Ethnocentrism in Africa

By Okafor, Theresa | UN Chronicle, June-August 2001 | Go to article overview

Ethnocentrism in Africa


Okafor, Theresa, UN Chronicle


A starting point in the global drive towards defeating racism is ethnocentrism. Aggressive ethnocentrism results in serious and large-scale violation of rights based on origin, gender, language and religion. Africa has played scene to many of these ethnic uprisings and genocide. Memories left behind by the horror of these ethnic conflicts m Burundi, Rwanda and elsewhere are still fresh.

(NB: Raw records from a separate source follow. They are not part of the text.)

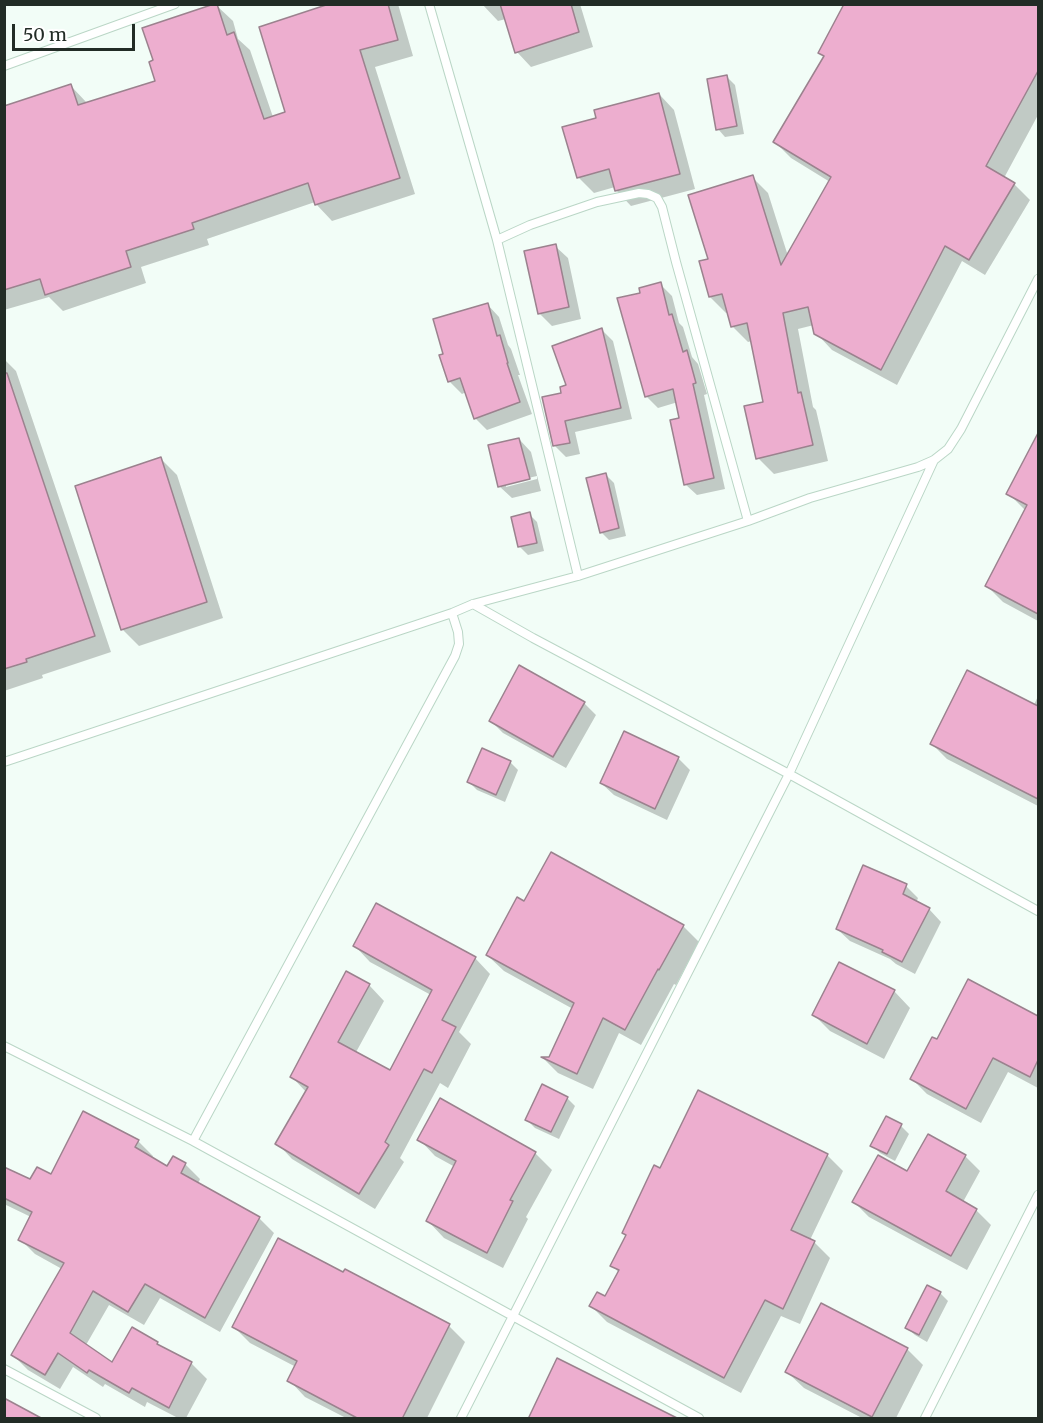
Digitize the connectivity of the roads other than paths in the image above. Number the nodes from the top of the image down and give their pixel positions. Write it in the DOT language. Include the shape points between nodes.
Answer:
graph roads {
  1 [pos="175,4"];
  2 [pos="429,4"];
  3 [pos="4,66"];
  4 [pos="497,240"];
  5 [pos="1038,279"];
  6 [pos="934,460"];
  7 [pos="748,521"];
  8 [pos="578,576"];
  9 [pos="473,604"];
  10 [pos="452,613"];
  11 [pos="4,762"];
  12 [pos="789,774"];
  13 [pos="1038,911"];
  14 [pos="4,1046"];
  15 [pos="193,1141"];
  16 [pos="1038,1195"];
  17 [pos="513,1316"];
  18 [pos="4,1369"];
  19 [pos="96,1419"];
  20 [pos="461,1419"];
  21 [pos="699,1419"];
  22 [pos="925,1419"];
  1 -- 3 [label="lane"];
  2 -- 4 [label="lane"];
  4 -- 7 [label="lane" via="597,202 639,193 657,198"];
  4 -- 8 [label="lane"];
  5 -- 6 [label="lane" via="961,429 948,449"];
  6 -- 7 [label="lane"];
  6 -- 12 [label="lane"];
  7 -- 8 [label="lane"];
  8 -- 9 [label="lane"];
  9 -- 10 [label="lane"];
  9 -- 12 [label="lane"];
  10 -- 11 [label="lane"];
  10 -- 15 [label="lane" via="459,644 455,656"];
  12 -- 13 [label="lane"];
  12 -- 17 [label="lane"];
  14 -- 15 [label="lane"];
  15 -- 17 [label="lane"];
  16 -- 22 [label="lane"];
  17 -- 20 [label="lane"];
  17 -- 21 [label="lane"];
  18 -- 19 [label="lane"];
}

And when the struggle is not centred on ethnicity, it narrows down to tribalism and at times even conflicts among clans as happened in Somalia.

The 350 different ethnic or linguistic groups that populate Nigeria, for instance, are each seeking self-determination and cultural identity. Within these groups, communal crises have arisen. The Ife/Modakeke war in Osun State was barely over when people of Anambra State were thrown into panic following the deaths of hundreds of people resulting from the violent clashes between Aguleri and Umuleri--two neighbouring communities. At about the same time, more violence erupted up north in Kafanchan between the indigenous people and the Hausa/Fulani, leaving a large number of people dead. The Ijaws, Urhobos and Itsekiri in Delta State provide yet another example of such communal conflicts. A sentiment that has been expressed by many Africans is that the disease of tribalism is a scourge that we must get rid of. As Marx Kahende of the Permanent Mission of Kenya to the United Nations remarked, "we do not need tribes in power, but we need people in power"; he added, "if we do not get rid of tribalism, tribalism will get rid of us".

Secretary-General Kofi Annan said that the "conflict in Africa is a major challenge to UN efforts designed to ensure global peace, prosperity and human rights for all. Although the United Nations was intended to deal with interstate warfare, it is being required more and more often to respond to intra-state instability and conflict. ... Preventing such wars is no longer a matter of defending States or protecting allies. It is a matter of defending humanity itself."

Mary Robinson, United Nations High Commissioner for Human Rights and Secretary-General of the World Conference against Racism, stated in December 1999 that "although ethnic conflicts may be considered autonomous and disparate, these conflicts pose a threat to international security and generate many forms of human rights violations which must be addressed".

Many Africans cannot enjoy the rights and freedom guaranteed by the African Charter of Human and Peoples' Rights. Most African countries, which have signed the Universal Declaration of Human Rights, ratified the main human rights instruments and incorporated their principles into their constitutions, have not fully implemented them in practice. It is quite clear that progress cannot be made until the cause of disunity is re-examined and the vision of an identity that embraces and encompasses all groups is renegotiated.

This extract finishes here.